**EXERCISE DIRECTIONS:** Each line below should be written out again without any change.

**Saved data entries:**
--------------------

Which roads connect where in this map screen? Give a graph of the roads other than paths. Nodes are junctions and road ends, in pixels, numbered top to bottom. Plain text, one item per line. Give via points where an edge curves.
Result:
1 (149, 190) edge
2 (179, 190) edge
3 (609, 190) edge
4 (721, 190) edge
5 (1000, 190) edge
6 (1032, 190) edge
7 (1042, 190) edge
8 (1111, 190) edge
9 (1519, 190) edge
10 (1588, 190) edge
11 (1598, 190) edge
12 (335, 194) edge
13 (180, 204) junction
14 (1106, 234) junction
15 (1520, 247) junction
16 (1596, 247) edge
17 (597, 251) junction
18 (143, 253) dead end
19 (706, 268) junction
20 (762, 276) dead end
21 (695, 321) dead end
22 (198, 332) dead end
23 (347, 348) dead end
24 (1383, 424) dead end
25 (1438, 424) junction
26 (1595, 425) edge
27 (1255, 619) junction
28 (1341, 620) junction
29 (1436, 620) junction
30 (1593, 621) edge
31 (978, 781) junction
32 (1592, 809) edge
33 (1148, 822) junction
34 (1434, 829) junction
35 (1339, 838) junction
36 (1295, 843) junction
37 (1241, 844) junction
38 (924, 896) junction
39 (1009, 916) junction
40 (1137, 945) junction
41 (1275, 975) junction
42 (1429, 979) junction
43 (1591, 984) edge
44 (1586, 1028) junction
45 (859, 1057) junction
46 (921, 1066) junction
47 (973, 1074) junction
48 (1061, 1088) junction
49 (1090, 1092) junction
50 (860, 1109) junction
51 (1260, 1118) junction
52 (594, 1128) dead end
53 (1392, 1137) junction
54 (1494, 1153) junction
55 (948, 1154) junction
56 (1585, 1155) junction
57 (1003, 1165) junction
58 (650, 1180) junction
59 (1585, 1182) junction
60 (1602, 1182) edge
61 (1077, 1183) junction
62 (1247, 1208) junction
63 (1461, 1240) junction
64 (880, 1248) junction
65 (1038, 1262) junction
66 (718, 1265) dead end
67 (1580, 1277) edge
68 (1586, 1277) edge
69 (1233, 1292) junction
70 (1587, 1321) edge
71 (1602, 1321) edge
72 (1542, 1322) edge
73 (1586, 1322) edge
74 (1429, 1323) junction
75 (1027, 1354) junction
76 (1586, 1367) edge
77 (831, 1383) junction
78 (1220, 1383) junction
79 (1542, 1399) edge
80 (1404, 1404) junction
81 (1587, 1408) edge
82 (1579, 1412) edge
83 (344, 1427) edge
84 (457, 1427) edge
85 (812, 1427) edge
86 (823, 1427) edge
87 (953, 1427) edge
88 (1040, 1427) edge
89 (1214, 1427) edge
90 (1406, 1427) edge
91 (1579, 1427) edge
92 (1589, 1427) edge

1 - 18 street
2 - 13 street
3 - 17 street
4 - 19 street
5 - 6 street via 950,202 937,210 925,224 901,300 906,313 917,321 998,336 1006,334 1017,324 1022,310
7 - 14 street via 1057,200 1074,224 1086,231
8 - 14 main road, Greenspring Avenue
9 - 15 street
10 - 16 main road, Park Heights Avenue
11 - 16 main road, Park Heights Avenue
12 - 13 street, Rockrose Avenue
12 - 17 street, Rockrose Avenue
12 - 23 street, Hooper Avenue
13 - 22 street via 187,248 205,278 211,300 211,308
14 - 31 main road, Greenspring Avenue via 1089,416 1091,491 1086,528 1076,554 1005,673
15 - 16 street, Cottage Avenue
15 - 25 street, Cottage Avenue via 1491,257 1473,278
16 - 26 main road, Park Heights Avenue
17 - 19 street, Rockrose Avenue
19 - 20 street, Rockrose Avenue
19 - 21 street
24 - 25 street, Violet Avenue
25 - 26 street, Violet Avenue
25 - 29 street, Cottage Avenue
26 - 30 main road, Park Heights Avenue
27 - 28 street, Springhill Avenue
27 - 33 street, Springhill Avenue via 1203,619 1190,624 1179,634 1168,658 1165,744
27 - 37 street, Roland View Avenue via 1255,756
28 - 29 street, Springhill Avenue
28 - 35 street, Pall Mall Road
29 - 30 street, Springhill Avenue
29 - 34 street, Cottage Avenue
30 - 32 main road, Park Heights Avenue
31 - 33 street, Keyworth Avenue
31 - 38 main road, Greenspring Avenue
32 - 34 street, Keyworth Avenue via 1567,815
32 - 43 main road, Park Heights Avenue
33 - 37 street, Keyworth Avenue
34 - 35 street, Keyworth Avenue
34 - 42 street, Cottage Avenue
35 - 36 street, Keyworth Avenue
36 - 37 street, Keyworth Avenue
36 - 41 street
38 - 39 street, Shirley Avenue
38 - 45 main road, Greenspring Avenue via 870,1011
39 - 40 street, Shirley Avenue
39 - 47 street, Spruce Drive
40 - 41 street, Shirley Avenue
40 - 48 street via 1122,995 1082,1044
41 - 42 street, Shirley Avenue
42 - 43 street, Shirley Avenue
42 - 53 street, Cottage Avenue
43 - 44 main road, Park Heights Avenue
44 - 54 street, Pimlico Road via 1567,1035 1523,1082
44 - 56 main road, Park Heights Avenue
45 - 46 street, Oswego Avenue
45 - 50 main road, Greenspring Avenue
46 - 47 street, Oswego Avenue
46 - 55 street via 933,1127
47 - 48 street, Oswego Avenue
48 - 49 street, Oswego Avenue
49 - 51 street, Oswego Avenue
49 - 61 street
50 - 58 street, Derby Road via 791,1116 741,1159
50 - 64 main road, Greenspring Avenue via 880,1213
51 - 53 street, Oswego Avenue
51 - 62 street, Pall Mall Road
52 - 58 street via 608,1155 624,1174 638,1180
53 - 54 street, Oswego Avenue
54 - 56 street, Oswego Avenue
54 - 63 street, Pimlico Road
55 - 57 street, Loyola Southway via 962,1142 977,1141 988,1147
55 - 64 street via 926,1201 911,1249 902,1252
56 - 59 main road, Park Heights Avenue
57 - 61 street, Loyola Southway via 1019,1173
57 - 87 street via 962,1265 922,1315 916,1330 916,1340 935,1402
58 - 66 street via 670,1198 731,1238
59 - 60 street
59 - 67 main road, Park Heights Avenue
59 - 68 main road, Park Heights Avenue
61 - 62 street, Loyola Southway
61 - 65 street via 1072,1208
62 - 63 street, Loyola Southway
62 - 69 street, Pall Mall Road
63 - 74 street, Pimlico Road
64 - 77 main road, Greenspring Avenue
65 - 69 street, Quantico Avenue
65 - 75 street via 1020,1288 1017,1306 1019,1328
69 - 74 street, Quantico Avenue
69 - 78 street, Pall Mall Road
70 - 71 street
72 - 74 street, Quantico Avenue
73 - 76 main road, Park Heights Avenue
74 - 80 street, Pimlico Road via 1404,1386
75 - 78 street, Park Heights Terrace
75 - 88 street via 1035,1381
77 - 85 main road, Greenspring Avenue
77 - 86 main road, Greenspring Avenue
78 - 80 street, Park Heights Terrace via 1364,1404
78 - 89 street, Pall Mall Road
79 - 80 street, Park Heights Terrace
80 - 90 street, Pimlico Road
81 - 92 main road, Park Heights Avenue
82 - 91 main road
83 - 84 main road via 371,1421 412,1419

--------------------

**THE COMPLETED TASK:**
Which roads connect where in this map screen? Give a graph of the roads other than paths. Nodes are junctions and road ends, in pixels, numbered top to bottom. Plain text, one item per line. Give via points where an edge curves.
Result:
1 (149, 190) edge
2 (179, 190) edge
3 (609, 190) edge
4 (721, 190) edge
5 (1000, 190) edge
6 (1032, 190) edge
7 (1042, 190) edge
8 (1111, 190) edge
9 (1519, 190) edge
10 (1588, 190) edge
11 (1598, 190) edge
12 (335, 194) edge
13 (180, 204) junction
14 (1106, 234) junction
15 (1520, 247) junction
16 (1596, 247) edge
17 (597, 251) junction
18 (143, 253) dead end
19 (706, 268) junction
20 (762, 276) dead end
21 (695, 321) dead end
22 (198, 332) dead end
23 (347, 348) dead end
24 (1383, 424) dead end
25 (1438, 424) junction
26 (1595, 425) edge
27 (1255, 619) junction
28 (1341, 620) junction
29 (1436, 620) junction
30 (1593, 621) edge
31 (978, 781) junction
32 (1592, 809) edge
33 (1148, 822) junction
34 (1434, 829) junction
35 (1339, 838) junction
36 (1295, 843) junction
37 (1241, 844) junction
38 (924, 896) junction
39 (1009, 916) junction
40 (1137, 945) junction
41 (1275, 975) junction
42 (1429, 979) junction
43 (1591, 984) edge
44 (1586, 1028) junction
45 (859, 1057) junction
46 (921, 1066) junction
47 (973, 1074) junction
48 (1061, 1088) junction
49 (1090, 1092) junction
50 (860, 1109) junction
51 (1260, 1118) junction
52 (594, 1128) dead end
53 (1392, 1137) junction
54 (1494, 1153) junction
55 (948, 1154) junction
56 (1585, 1155) junction
57 (1003, 1165) junction
58 (650, 1180) junction
59 (1585, 1182) junction
60 (1602, 1182) edge
61 (1077, 1183) junction
62 (1247, 1208) junction
63 (1461, 1240) junction
64 (880, 1248) junction
65 (1038, 1262) junction
66 (718, 1265) dead end
67 (1580, 1277) edge
68 (1586, 1277) edge
69 (1233, 1292) junction
70 (1587, 1321) edge
71 (1602, 1321) edge
72 (1542, 1322) edge
73 (1586, 1322) edge
74 (1429, 1323) junction
75 (1027, 1354) junction
76 (1586, 1367) edge
77 (831, 1383) junction
78 (1220, 1383) junction
79 (1542, 1399) edge
80 (1404, 1404) junction
81 (1587, 1408) edge
82 (1579, 1412) edge
83 (344, 1427) edge
84 (457, 1427) edge
85 (812, 1427) edge
86 (823, 1427) edge
87 (953, 1427) edge
88 (1040, 1427) edge
89 (1214, 1427) edge
90 (1406, 1427) edge
91 (1579, 1427) edge
92 (1589, 1427) edge

1 - 18 street
2 - 13 street
3 - 17 street
4 - 19 street
5 - 6 street via 950,202 937,210 925,224 901,300 906,313 917,321 998,336 1006,334 1017,324 1022,310
7 - 14 street via 1057,200 1074,224 1086,231
8 - 14 main road, Greenspring Avenue
9 - 15 street
10 - 16 main road, Park Heights Avenue
11 - 16 main road, Park Heights Avenue
12 - 13 street, Rockrose Avenue
12 - 17 street, Rockrose Avenue
12 - 23 street, Hooper Avenue
13 - 22 street via 187,248 205,278 211,300 211,308
14 - 31 main road, Greenspring Avenue via 1089,416 1091,491 1086,528 1076,554 1005,673
15 - 16 street, Cottage Avenue
15 - 25 street, Cottage Avenue via 1491,257 1473,278
16 - 26 main road, Park Heights Avenue
17 - 19 street, Rockrose Avenue
19 - 20 street, Rockrose Avenue
19 - 21 street
24 - 25 street, Violet Avenue
25 - 26 street, Violet Avenue
25 - 29 street, Cottage Avenue
26 - 30 main road, Park Heights Avenue
27 - 28 street, Springhill Avenue
27 - 33 street, Springhill Avenue via 1203,619 1190,624 1179,634 1168,658 1165,744
27 - 37 street, Roland View Avenue via 1255,756
28 - 29 street, Springhill Avenue
28 - 35 street, Pall Mall Road
29 - 30 street, Springhill Avenue
29 - 34 street, Cottage Avenue
30 - 32 main road, Park Heights Avenue
31 - 33 street, Keyworth Avenue
31 - 38 main road, Greenspring Avenue
32 - 34 street, Keyworth Avenue via 1567,815
32 - 43 main road, Park Heights Avenue
33 - 37 street, Keyworth Avenue
34 - 35 street, Keyworth Avenue
34 - 42 street, Cottage Avenue
35 - 36 street, Keyworth Avenue
36 - 37 street, Keyworth Avenue
36 - 41 street
38 - 39 street, Shirley Avenue
38 - 45 main road, Greenspring Avenue via 870,1011
39 - 40 street, Shirley Avenue
39 - 47 street, Spruce Drive
40 - 41 street, Shirley Avenue
40 - 48 street via 1122,995 1082,1044
41 - 42 street, Shirley Avenue
42 - 43 street, Shirley Avenue
42 - 53 street, Cottage Avenue
43 - 44 main road, Park Heights Avenue
44 - 54 street, Pimlico Road via 1567,1035 1523,1082
44 - 56 main road, Park Heights Avenue
45 - 46 street, Oswego Avenue
45 - 50 main road, Greenspring Avenue
46 - 47 street, Oswego Avenue
46 - 55 street via 933,1127
47 - 48 street, Oswego Avenue
48 - 49 street, Oswego Avenue
49 - 51 street, Oswego Avenue
49 - 61 street
50 - 58 street, Derby Road via 791,1116 741,1159
50 - 64 main road, Greenspring Avenue via 880,1213
51 - 53 street, Oswego Avenue
51 - 62 street, Pall Mall Road
52 - 58 street via 608,1155 624,1174 638,1180
53 - 54 street, Oswego Avenue
54 - 56 street, Oswego Avenue
54 - 63 street, Pimlico Road
55 - 57 street, Loyola Southway via 962,1142 977,1141 988,1147
55 - 64 street via 926,1201 911,1249 902,1252
56 - 59 main road, Park Heights Avenue
57 - 61 street, Loyola Southway via 1019,1173
57 - 87 street via 962,1265 922,1315 916,1330 916,1340 935,1402
58 - 66 street via 670,1198 731,1238
59 - 60 street
59 - 67 main road, Park Heights Avenue
59 - 68 main road, Park Heights Avenue
61 - 62 street, Loyola Southway
61 - 65 street via 1072,1208
62 - 63 street, Loyola Southway
62 - 69 street, Pall Mall Road
63 - 74 street, Pimlico Road
64 - 77 main road, Greenspring Avenue
65 - 69 street, Quantico Avenue
65 - 75 street via 1020,1288 1017,1306 1019,1328
69 - 74 street, Quantico Avenue
69 - 78 street, Pall Mall Road
70 - 71 street
72 - 74 street, Quantico Avenue
73 - 76 main road, Park Heights Avenue
74 - 80 street, Pimlico Road via 1404,1386
75 - 78 street, Park Heights Terrace
75 - 88 street via 1035,1381
77 - 85 main road, Greenspring Avenue
77 - 86 main road, Greenspring Avenue
78 - 80 street, Park Heights Terrace via 1364,1404
78 - 89 street, Pall Mall Road
79 - 80 street, Park Heights Terrace
80 - 90 street, Pimlico Road
81 - 92 main road, Park Heights Avenue
82 - 91 main road
83 - 84 main road via 371,1421 412,1419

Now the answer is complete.